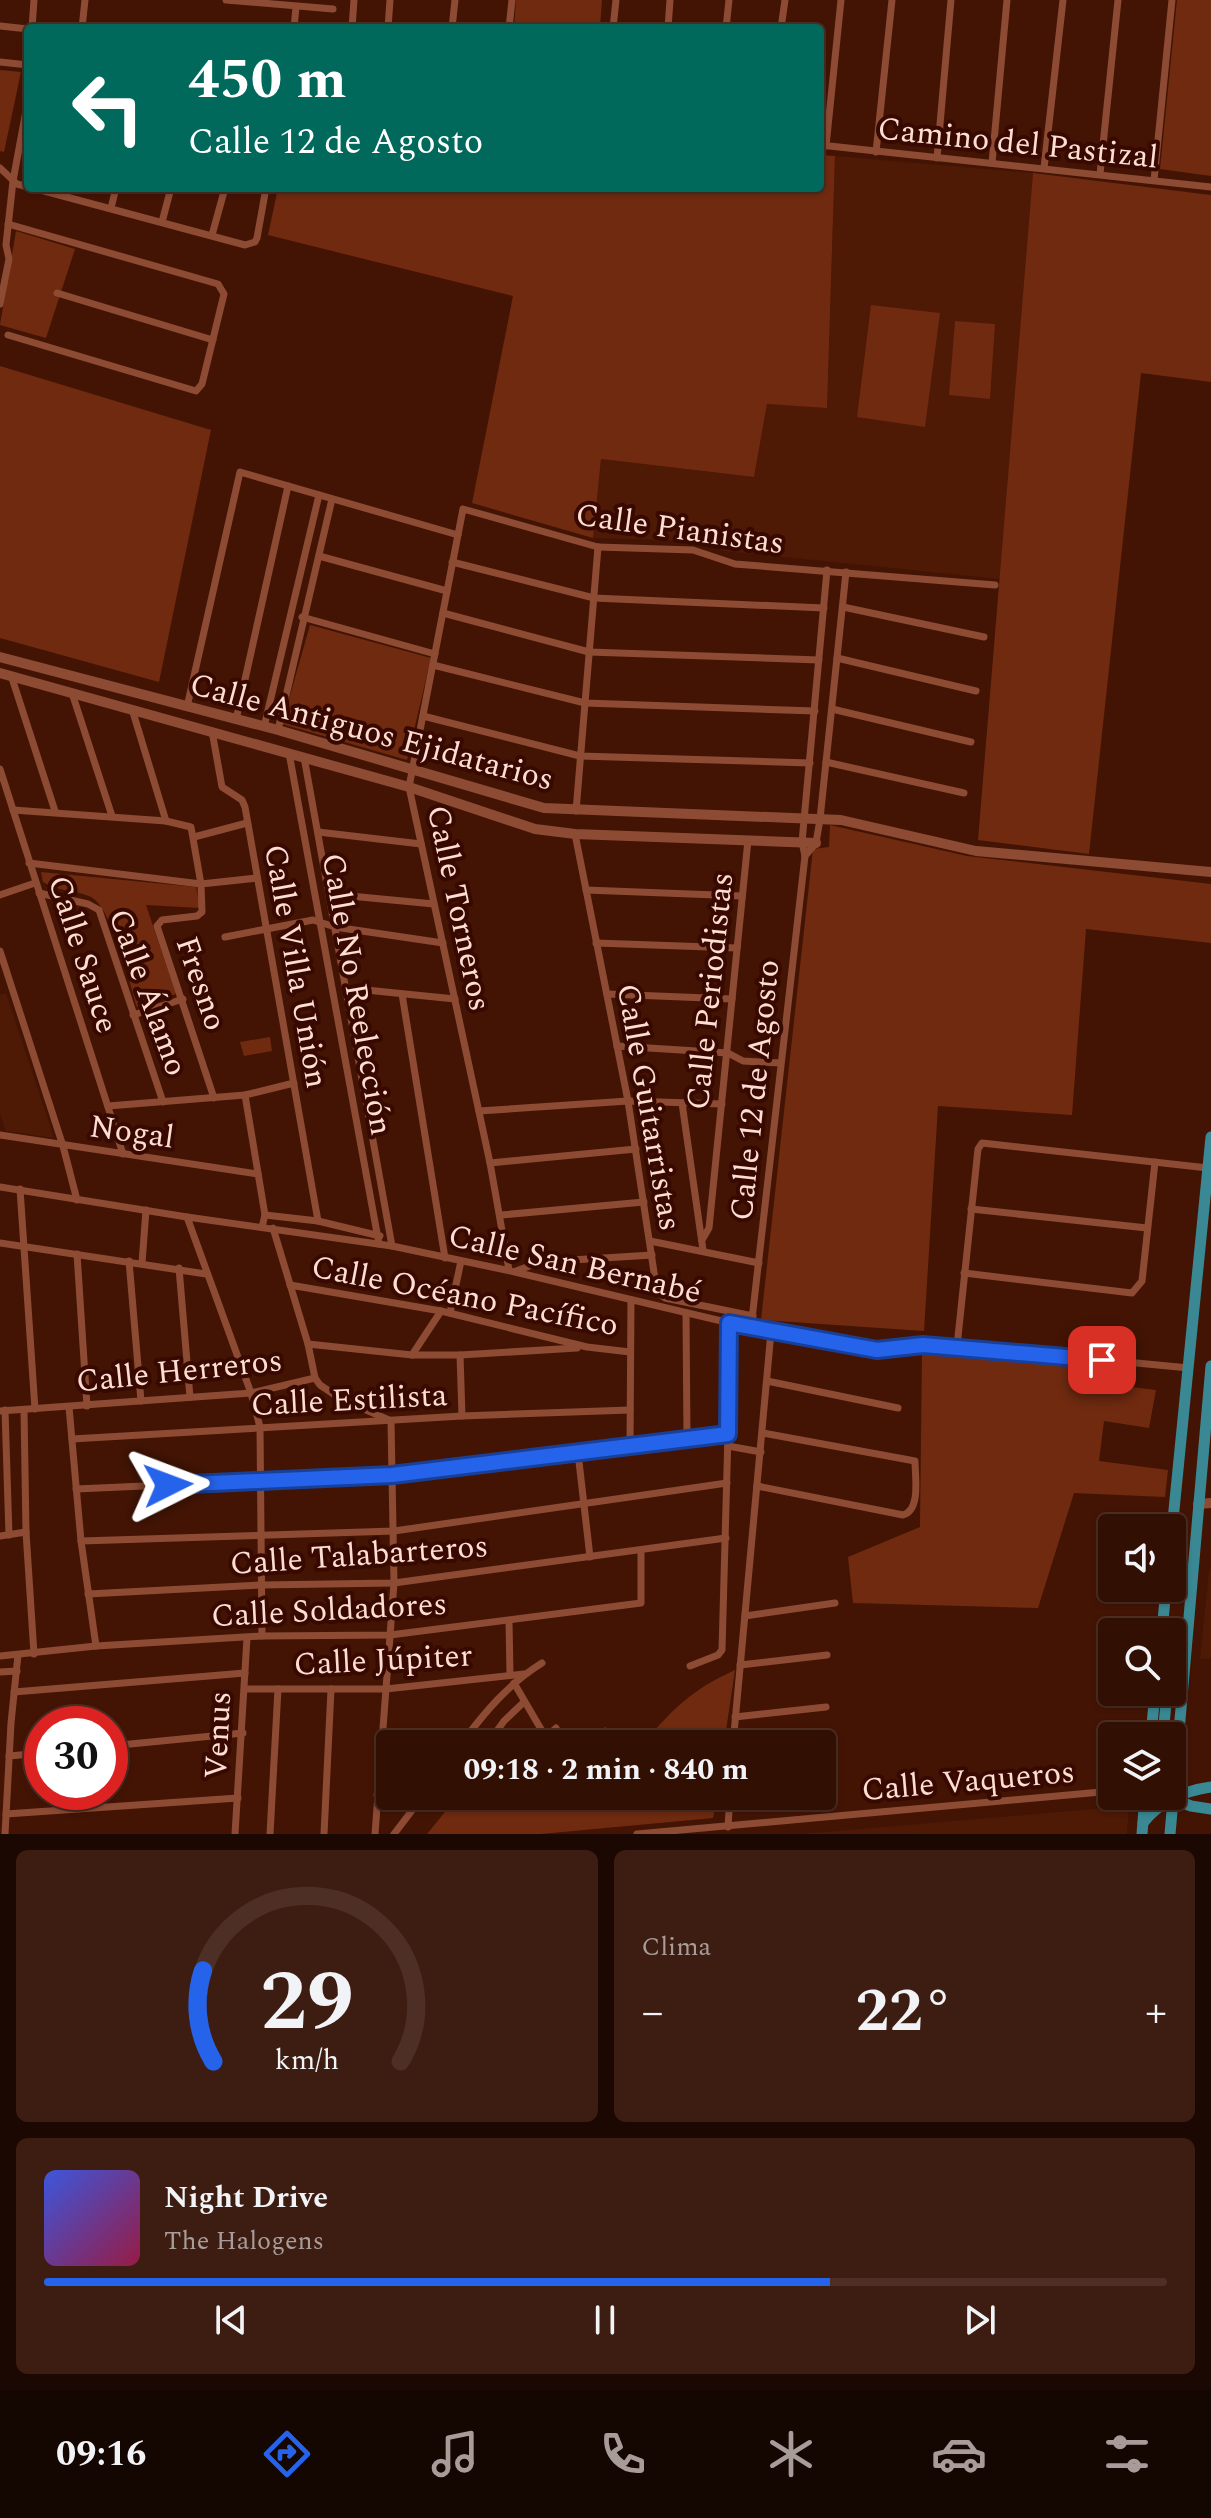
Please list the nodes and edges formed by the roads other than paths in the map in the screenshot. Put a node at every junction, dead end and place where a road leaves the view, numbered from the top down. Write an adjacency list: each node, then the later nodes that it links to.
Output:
1 (34, 0): 21 (street)
2 (85, 0): 22 (street)
3 (226, 0): 19 (street)
4 (354, 0): 24 (street)
5 (390, 0): 25 (street)
6 (455, 0): 26 (street)
7 (512, 0): 27 (street)
8 (616, 0): 28 (street)
9 (670, 0): 29 (street)
10 (729, 0): 30 (street)
11 (785, 0): 31 (street)
12 (841, 0): 37 (street)
13 (892, 0): 39 (street)
14 (951, 0): 40 (street)
15 (1007, 0): 41 (street)
16 (1063, 0): 43 (street)
17 (1118, 0): 44 (street)
18 (1172, 0): 45 (street)
19 (296, 7): 20 (street); 23 (street)
20 (333, 9)
21 (31, 24)
22 (82, 24)
23 (294, 24)
24 (352, 24)
25 (388, 24)
26 (452, 24)
27 (509, 24)
28 (613, 24)
29 (668, 24)
30 (726, 24)
31 (782, 24)
32 (0, 26): 33 (street)
33 (24, 28)
34 (0, 62): 35 (street)
35 (24, 65)
36 (24, 122): 46 (street)
37 (824, 137)
38 (824, 145): 39 (street, Camino del Pastizal)
39 (876, 152): 40 (street, Camino del Pastizal)
40 (937, 158): 41 (street, Camino del Pastizal)
41 (992, 163): 43 (street, Camino del Pastizal)
42 (0, 168): 46 (street)
43 (1044, 168): 44 (street, Camino del Pastizal)
44 (1100, 174): 45 (street, Camino del Pastizal)
45 (1154, 180): 48 (street, Camino del Pastizal)
46 (13, 181): 47 (street); 56 (street)
47 (24, 186)
48 (1211, 187)
49 (65, 192): 54 (street)
50 (115, 192): 54 (street)
51 (170, 192): 55 (street)
52 (224, 192): 57 (street)
53 (265, 192): 57 (street)
54 (111, 208): 55 (street)
55 (162, 222): 57 (street)
56 (8, 224): 58 (street); 64 (street)
57 (212, 235)
58 (6, 245): 59 (street); 60 (street)
59 (0, 254)
60 (4, 267): 62 (street)
61 (57, 293): 64 (street)
62 (0, 304)
63 (8, 335): 64 (street)
64 (213, 340)
65 (288, 486): 66 (street); 94 (street); 99 (street)
66 (319, 495): 67 (street); 81 (street)
67 (332, 499): 69 (street); 71 (street)
68 (463, 509): 69 (street, Calle Torneros); 70 (street, Calle Pianistas)
69 (458, 535): 72 (street, Calle Torneros)
70 (598, 547): 73 (street, Calle Pianistas); 77 (street)
71 (319, 556): 76 (street); 82 (street)
72 (452, 562): 76 (street, Calle Torneros); 77 (street)
73 (827, 570): 74 (street, Calle Pianistas); 79 (street, Calle 12 de Agosto)
74 (846, 572): 75 (street, Calle Pianistas); 78 (street)
75 (995, 585)
76 (447, 591): 80 (street, Calle Torneros)
77 (594, 598): 79 (street); 84 (street)
78 (843, 607): 83 (street); 87 (street)
79 (824, 608): 88 (street, Calle 12 de Agosto)
80 (443, 613): 84 (street); 85 (street, Calle Torneros)
81 (292, 614): 82 (street); 100 (street)
82 (304, 618): 85 (street); 102 (street)
83 (984, 637)
84 (589, 652): 88 (street); 93 (street)
85 (435, 654): 89 (street, Calle Torneros)
86 (0, 657): 94 (street, Calle Antiguos Ejidatarios)
87 (837, 658): 91 (street); 96 (street)
88 (819, 660): 97 (street, Calle 12 de Agosto)
89 (433, 665): 93 (street); 98 (street, Calle Torneros)
90 (6, 674): 92 (street, Calle Antiguos Ejidatarios); 114 (street)
91 (976, 691)
92 (72, 693): 95 (street, Calle Antiguos Ejidatarios); 116 (street)
93 (585, 703): 97 (street); 105 (street)
94 (187, 707): 99 (street, Calle Antiguos Ejidatarios)
95 (132, 709): 101 (street, Calle Antiguos Ejidatarios); 119 (street)
96 (832, 709): 103 (street); 107 (street)
97 (815, 711): 108 (street, Calle 12 de Agosto)
98 (423, 716): 105 (street); 110 (street, Calle Torneros)
99 (236, 720): 100 (street, Calle Antiguos Ejidatarios)
100 (264, 727): 102 (street, Calle Antiguos Ejidatarios)
101 (212, 730): 104 (street, Calle Antiguos Ejidatarios); 120 (street, Calle Villa Unión)
102 (278, 730): 110 (street, Calle Antiguos Ejidatarios)
103 (971, 742)
104 (289, 753): 106 (street, Calle Antiguos Ejidatarios); 140 (street, Calle No Reelección)
105 (580, 756): 108 (street); 115 (street)
106 (304, 757): 111 (street, Calle Antiguos Ejidatarios); 121 (street, Calle No Reelección)
107 (826, 762): 112 (street); 118 (street)
108 (810, 763): 117 (street, Calle 12 de Agosto)
109 (0, 769): 113 (street, Calle Sauce)
110 (412, 771): 111 (street, Calle Torneros); 115 (street, Calle Antiguos Ejidatarios)
111 (409, 787): 122 (street, Calle Antiguos Ejidatarios); 127 (street, Calle Torneros)
112 (964, 793)
113 (13, 810): 114 (street); 129 (street, Calle Sauce)
114 (55, 811): 116 (street)
115 (576, 811): 117 (street, Calle Antiguos Ejidatarios)
116 (112, 816): 119 (street)
117 (805, 818): 118 (street, Calle Antiguos Ejidatarios); 125 (street, Calle 12 de Agosto)
118 (820, 819): 126 (street); 130 (street, Calle Antiguos Ejidatarios)
119 (166, 821): 123 (street)
120 (247, 823): 123 (street); 131 (street, Calle Villa Unión)
121 (318, 832): 127 (street); 136 (street, Calle No Reelección)
122 (575, 834): 124 (street, Calle Antiguos Ejidatarios); 134 (street, Calle Guitarristas)
123 (194, 837): 133 (street)
124 (748, 840): 125 (street, Calle Antiguos Ejidatarios); 138 (street, Calle Periodistas)
125 (802, 842): 126 (street, Calle Antiguos Ejidatarios); 128 (street, Calle 12 de Agosto)
126 (816, 843): 128 (street)
127 (421, 844): 139 (street, Calle Torneros)
128 (805, 856): 157 (street, Calle 12 de Agosto)
129 (29, 863): 132 (street, Calle Sauce); 133 (street)
130 (1211, 872)
131 (257, 878): 133 (street); 142 (street, Calle Villa Unión)
132 (35, 883): 135 (street, Calle Sauce); 137 (street)
133 (201, 884): 151 (street, Fresno)
134 (586, 890): 138 (street); 145 (street, Calle Guitarristas)
135 (39, 893): 154 (street, Calle Álamo); 165 (street, Calle Sauce)
136 (329, 894): 139 (street); 141 (street, Calle No Reelección)
137 (0, 895)
138 (742, 896): 146 (street, Calle Periodistas)
139 (434, 904): 144 (street, Calle Torneros)
140 (320, 921): 141 (street); 142 (street); 189 (street, Calle No Reelección)
141 (335, 927): 144 (street); 148 (street, Calle No Reelección)
142 (266, 929): 143 (street); 158 (street, Calle Villa Unión)
143 (225, 937)
144 (443, 943): 152 (street, Calle Torneros)
145 (596, 943): 146 (street); 150 (street, Calle Guitarristas)
146 (737, 948): 153 (street, Calle Periodistas)
147 (0, 951): 169 (street)
148 (346, 988): 149 (street); 192 (street, Calle No Reelección)
149 (402, 994): 152 (street); 198 (street)
150 (607, 994): 153 (street); 155 (street, Calle Guitarristas)
151 (183, 999): 154 (street); 160 (street, Fresno)
152 (455, 999): 166 (street, Calle Torneros)
153 (732, 999): 156 (street, Calle Periodistas)
154 (133, 1015): 162 (street, Calle Álamo)
155 (617, 1046): 156 (street); 161 (street, Calle Guitarristas)
156 (728, 1053): 157 (street); 164 (street, Calle Periodistas)
157 (780, 1063): 202 (street, Calle 12 de Agosto)
158 (294, 1083): 159 (street); 185 (street, Calle Villa Unión)
159 (245, 1095): 160 (street); 175 (street)
160 (214, 1098): 162 (street)
161 (628, 1101): 163 (street); 166 (street); 170 (street, Calle Guitarristas)
162 (163, 1102): 165 (street)
163 (682, 1103): 164 (street); 190 (street)
164 (722, 1104): 190 (street, Calle Periodistas)
165 (108, 1106): 171 (street, Calle Sauce)
166 (479, 1111): 173 (street, Calle Torneros)
167 (0, 1135): 169 (street, Nogal)
168 (1211, 1137): 174 (main road)
169 (63, 1146): 171 (street, Nogal); 178 (street)
170 (636, 1149): 173 (street); 179 (street, Calle Guitarristas)
171 (123, 1154): 175 (street, Nogal)
172 (1155, 1162): 174 (street); 180 (street); 188 (street)
173 (490, 1163): 183 (street, Calle Torneros)
174 (1208, 1168): 223 (main road)
175 (258, 1174): 182 (street)
176 (0, 1187): 177 (street, Calle San Bernabé)
177 (20, 1189): 178 (street, Calle San Bernabé); 194 (street)
178 (77, 1200): 181 (street, Calle San Bernabé)
179 (644, 1202): 183 (street); 191 (street, Calle Guitarristas)
180 (971, 1209): 188 (street); 205 (street)
181 (146, 1210): 184 (street, Calle San Bernabé); 201 (street)
182 (265, 1215): 185 (street, Calle San Bernabé); 186 (street)
183 (501, 1215): 204 (street, Calle Torneros)
184 (187, 1217): 186 (street, Calle San Bernabé); 206 (street)
185 (318, 1221): 189 (street, Calle San Bernabé)
186 (262, 1227): 187 (street, Calle San Bernabé)
187 (273, 1228): 189 (street, Calle San Bernabé); 207 (street)
188 (1147, 1228): 205 (street)
189 (379, 1240): 192 (street, Calle San Bernabé)
190 (702, 1240): 195 (street)
191 (650, 1241): 195 (street); 197 (street, Calle Guitarristas)
192 (392, 1242): 198 (street, Calle San Bernabé)
193 (0, 1243): 194 (street)
194 (23, 1247): 196 (street); 232 (street)
195 (703, 1250): 202 (street)
196 (77, 1254): 199 (street); 229 (street)
197 (652, 1255): 204 (street); 212 (street, Calle Guitarristas)
198 (445, 1258): 200 (street, Calle San Bernabé)
199 (129, 1261): 201 (street); 228 (street)
200 (461, 1261): 204 (street, Calle San Bernabé); 210 (street)
201 (142, 1263): 203 (street)
202 (759, 1263): 212 (street, Calle 12 de Agosto)
203 (179, 1268): 206 (street); 227 (street)
204 (512, 1271): 208 (street, Calle San Bernabé)
205 (964, 1273): 217 (street)
206 (206, 1274): 226 (street)
207 (290, 1285): 209 (street, Calle Océano Pacífico); 216 (street)
208 (631, 1300): 211 (street, Calle San Bernabé); 219 (street)
209 (441, 1311): 210 (street, Calle Océano Pacífico); 220 (street)
210 (450, 1313): 218 (street, Calle Océano Pacífico)
211 (686, 1313): 213 (street, Calle San Bernabé); 241 (street)
212 (753, 1316): 214 (street, Calle 12 de Agosto)
213 (729, 1323): 214 (street, Calle San Bernabé); 240 (street)
214 (751, 1328): 215 (street, Calle San Bernabé)
215 (771, 1332): 217 (street, Calle San Bernabé); 225 (street)
216 (308, 1344): 220 (street); 224 (street)
217 (957, 1346): 223 (street, Calle San Bernabé)
218 (587, 1347): 219 (street, Calle Océano Pacífico); 221 (street)
219 (630, 1352): 235 (street)
220 (412, 1355): 221 (street)
221 (460, 1355): 236 (street)
222 (1211, 1366): 248 (main road)
223 (1189, 1368): 247 (main road)
224 (315, 1378): 226 (street, Calle Herreros); 237 (street)
225 (767, 1381): 231 (street); 239 (street)
226 (251, 1393): 227 (street, Calle Herreros); 238 (street)
227 (190, 1397): 228 (street, Calle Herreros)
228 (141, 1401): 229 (street, Calle Herreros)
229 (87, 1406): 230 (street, Calle Herreros)
230 (69, 1407): 232 (street, Calle Herreros); 242 (street)
231 (898, 1408)
232 (35, 1409): 234 (street, Calle Herreros)
233 (2, 1410): 234 (street, Calle Herreros); 261 (street)
234 (24, 1410): 259 (street)
235 (630, 1410): 236 (street, Calle Estilista); 243 (street)
236 (462, 1416): 237 (street, Calle Estilista)
237 (391, 1421): 238 (street, Calle Estilista); 249 (street)
238 (260, 1427): 242 (street, Calle Estilista); 250 (street)
239 (763, 1433): 245 (street); 253 (street)
240 (728, 1434): 241 (street); 244 (street)
241 (687, 1438): 243 (street)
242 (72, 1439): 254 (street)
243 (630, 1445): 246 (street)
244 (728, 1446): 245 (street); 252 (street)
245 (761, 1452): 253 (street)
246 (578, 1453): 249 (street); 256 (street)
247 (1179, 1458): 248 (main road); 257 (main road)
248 (1202, 1459): 251 (main road)
249 (392, 1475): 250 (street); 258 (street)
250 (261, 1481): 254 (street); 260 (street)
251 (1206, 1482): 255 (main road)
252 (727, 1483): 256 (street); 262 (street)
253 (757, 1486): 270 (street)
254 (76, 1489): 263 (street)
255 (1205, 1503): 295 (main road)
256 (585, 1504): 258 (street); 265 (street)
257 (1174, 1514)
258 (394, 1531): 260 (street); 266 (street)
259 (26, 1532): 261 (street); 276 (street)
260 (261, 1534): 263 (street); 267 (street)
261 (4, 1535)
262 (726, 1538): 264 (street, Calle Talabarteros); 282 (street)
263 (81, 1541): 268 (street)
264 (641, 1550): 265 (street, Calle Talabarteros); 271 (street, Calle Soldadores)
265 (590, 1557): 266 (street, Calle Talabarteros)
266 (394, 1583): 267 (street, Calle Talabarteros); 272 (street)
267 (261, 1585): 268 (street, Calle Talabarteros); 273 (street)
268 (88, 1594): 275 (street)
269 (835, 1603): 270 (street)
270 (745, 1616): 281 (street)
271 (509, 1621): 272 (street, Calle Soldadores); 286 (street)
272 (390, 1635): 273 (street, Calle Soldadores); 290 (street)
273 (262, 1636): 274 (street, Calle Soldadores)
274 (247, 1638): 275 (street, Calle Soldadores); 285 (street, Venus)
275 (96, 1646): 276 (street, Calle Soldadores)
276 (34, 1654): 277 (street, Calle Soldadores)
277 (18, 1655): 279 (street, Calle Soldadores); 283 (street)
278 (827, 1655): 281 (street)
279 (0, 1656)
280 (542, 1663): 286 (street)
281 (740, 1665): 294 (street)
282 (690, 1666)
283 (17, 1671): 284 (street); 291 (street)
284 (0, 1672)
285 (245, 1673): 287 (street, Venus); 291 (street)
286 (512, 1679): 290 (street, Calle Júpiter); 292 (street); 300 (street)
287 (245, 1689): 288 (street, Calle Júpiter); 305 (street, Venus)
288 (278, 1689): 289 (street, Calle Júpiter); 326 (street)
289 (331, 1689): 290 (street, Calle Júpiter); 327 (street)
290 (386, 1689): 299 (street)
291 (14, 1692): 297 (street)
292 (524, 1702): 301 (street); 302 (street)
293 (826, 1707): 294 (street)
294 (735, 1717): 304 (street)
295 (1181, 1722)
296 (0, 1723): 297 (street)
297 (11, 1723): 308 (street)
298 (556, 1728): 303 (street)
299 (382, 1730)
300 (471, 1730)
301 (498, 1730)
302 (541, 1730)
303 (553, 1730)
304 (734, 1730)
305 (243, 1733): 306 (street); 313 (street, Venus)
306 (128, 1744)
307 (24, 1755): 308 (street)
308 (9, 1756): 309 (street)
309 (4, 1779): 321 (street)
310 (1211, 1787): 312 (main road)
311 (1098, 1792): 322 (street, Calle Vaqueros)
312 (1186, 1792)
313 (238, 1798): 321 (street); 325 (street, Venus)
314 (1186, 1804): 315 (main road)
315 (1211, 1809)
316 (376, 1810): 328 (street)
317 (412, 1810): 329 (street)
318 (729, 1810): 322 (street)
319 (1155, 1810): 323 (main road)
320 (1171, 1810): 331 (main road)
321 (6, 1814): 324 (street)
322 (728, 1827): 330 (street, Calle Vaqueros)
323 (1143, 1829)
324 (4, 1830)
325 (235, 1834)
326 (270, 1834)
327 (324, 1834)
328 (375, 1834)
329 (394, 1834)
330 (637, 1834)
331 (1170, 1834)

_ _ _ _ _ _ _

Lines containing the string "Júpiter" are the ones to copy from the entries above.

286 (512, 1679): 290 (street, Calle Júpiter); 292 (street); 300 (street)
287 (245, 1689): 288 (street, Calle Júpiter); 305 (street, Venus)
288 (278, 1689): 289 (street, Calle Júpiter); 326 (street)
289 (331, 1689): 290 (street, Calle Júpiter); 327 (street)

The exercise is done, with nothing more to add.